Increased experience in mountain highways and a shift from a need for access to a need for preservation conspired to block this march of progress. The cost of maintaining the existing trans-Sierra roads was proving to be significant, lessening Caltrans’s appetite for more expensive mountain roads only open a few months of the year; the need for residents of Fresno to visit Bishop was hardly compelling, the Forest Service established a Primitive Area across some road alignments, Congress legislated Wilderness areas in some other areas, and the most promising road (the Minarets Highway), which would have given Central Valley ski bums a quick link to Mammoth Mountain, was scotched by Governor Reagan and his Secretary of Resources, Ike Livermore, who apparently was scarred by finding automobiles at Reds Meadow as a youth working as a packer. [Reagan also killed the designation of the Mineral King road as a state highway].
This is generally good news though for Muir Trail hikers, though.
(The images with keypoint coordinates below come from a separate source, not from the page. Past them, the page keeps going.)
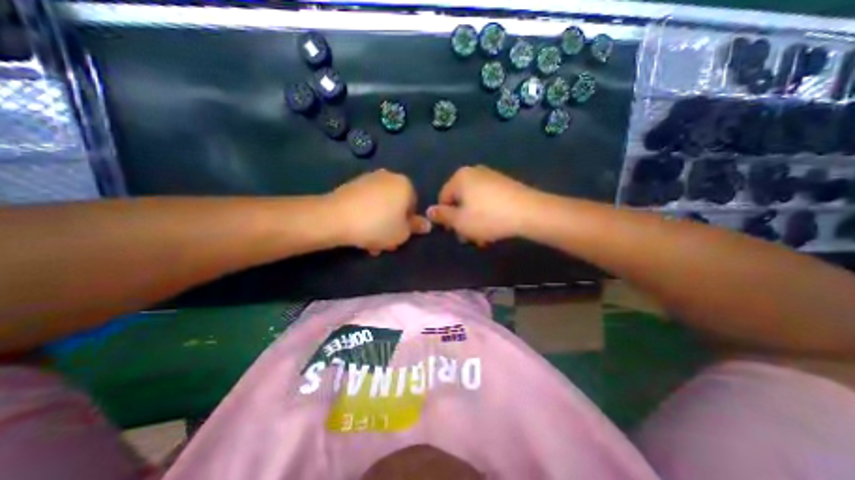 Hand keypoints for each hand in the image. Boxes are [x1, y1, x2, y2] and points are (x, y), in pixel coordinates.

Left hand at [327, 170, 430, 257]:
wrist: (336, 217)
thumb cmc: (377, 225)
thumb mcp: (402, 233)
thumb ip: (416, 228)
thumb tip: (426, 224)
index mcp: (405, 185)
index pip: (413, 207)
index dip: (407, 225)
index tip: (397, 238)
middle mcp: (389, 177)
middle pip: (395, 206)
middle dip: (391, 225)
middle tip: (383, 242)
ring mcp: (369, 179)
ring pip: (380, 206)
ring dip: (378, 223)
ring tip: (368, 241)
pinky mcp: (352, 185)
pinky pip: (366, 203)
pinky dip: (365, 215)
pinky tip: (358, 231)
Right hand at [428, 165, 538, 247]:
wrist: (529, 212)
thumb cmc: (488, 217)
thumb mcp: (459, 221)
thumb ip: (442, 216)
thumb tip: (429, 211)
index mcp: (460, 177)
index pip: (443, 198)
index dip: (446, 217)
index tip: (454, 232)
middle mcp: (475, 172)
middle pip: (460, 200)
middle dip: (462, 220)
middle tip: (469, 237)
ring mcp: (492, 177)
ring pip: (475, 203)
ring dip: (475, 220)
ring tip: (483, 236)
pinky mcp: (506, 185)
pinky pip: (489, 200)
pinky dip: (487, 214)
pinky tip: (494, 227) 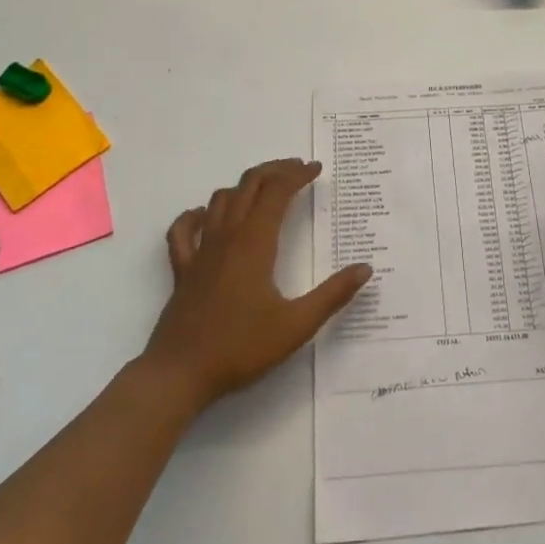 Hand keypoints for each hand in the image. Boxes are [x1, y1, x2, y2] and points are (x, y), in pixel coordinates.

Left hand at [141, 158, 370, 409]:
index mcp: (255, 243)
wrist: (179, 374)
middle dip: (275, 170)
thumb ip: (333, 295)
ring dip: (244, 186)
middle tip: (297, 169)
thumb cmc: (240, 348)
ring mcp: (201, 251)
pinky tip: (207, 217)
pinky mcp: (183, 269)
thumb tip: (364, 268)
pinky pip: (184, 230)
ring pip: (220, 200)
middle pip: (249, 185)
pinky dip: (196, 215)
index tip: (316, 169)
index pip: (277, 192)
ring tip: (265, 189)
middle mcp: (227, 237)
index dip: (297, 175)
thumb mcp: (296, 325)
Had planned highways been completed, we would have crossed three major trans-Sierra highways instead of hiking for nearly 200 miles through wilderness. While this maybe has made getting a resupply harder than it might have been, it is difficult to imagine Highway 168 plowing down Evolution Valley or winding down Piute Creek towards the Muir Trail Ranch; the halfway point for the John Muir Trail might have been a highway rest area. Highway 180 would have replaced the busiest backcountry area in Kings Canyon National Park with gas fumes, car campgrounds and even more abuse. The fragmented wilderness would have been quite different.
In a way, it is possible that Los Angeles’s appropriation of the Owens River helped to keep the roads from being completed. Had water stayed in the valley, it is nearly certain that populations would have been larger and more eager for major east-west highways.
Whatever the reasons, it is well to recall that one of the longest wilderness hikes in the country nearly became impossible.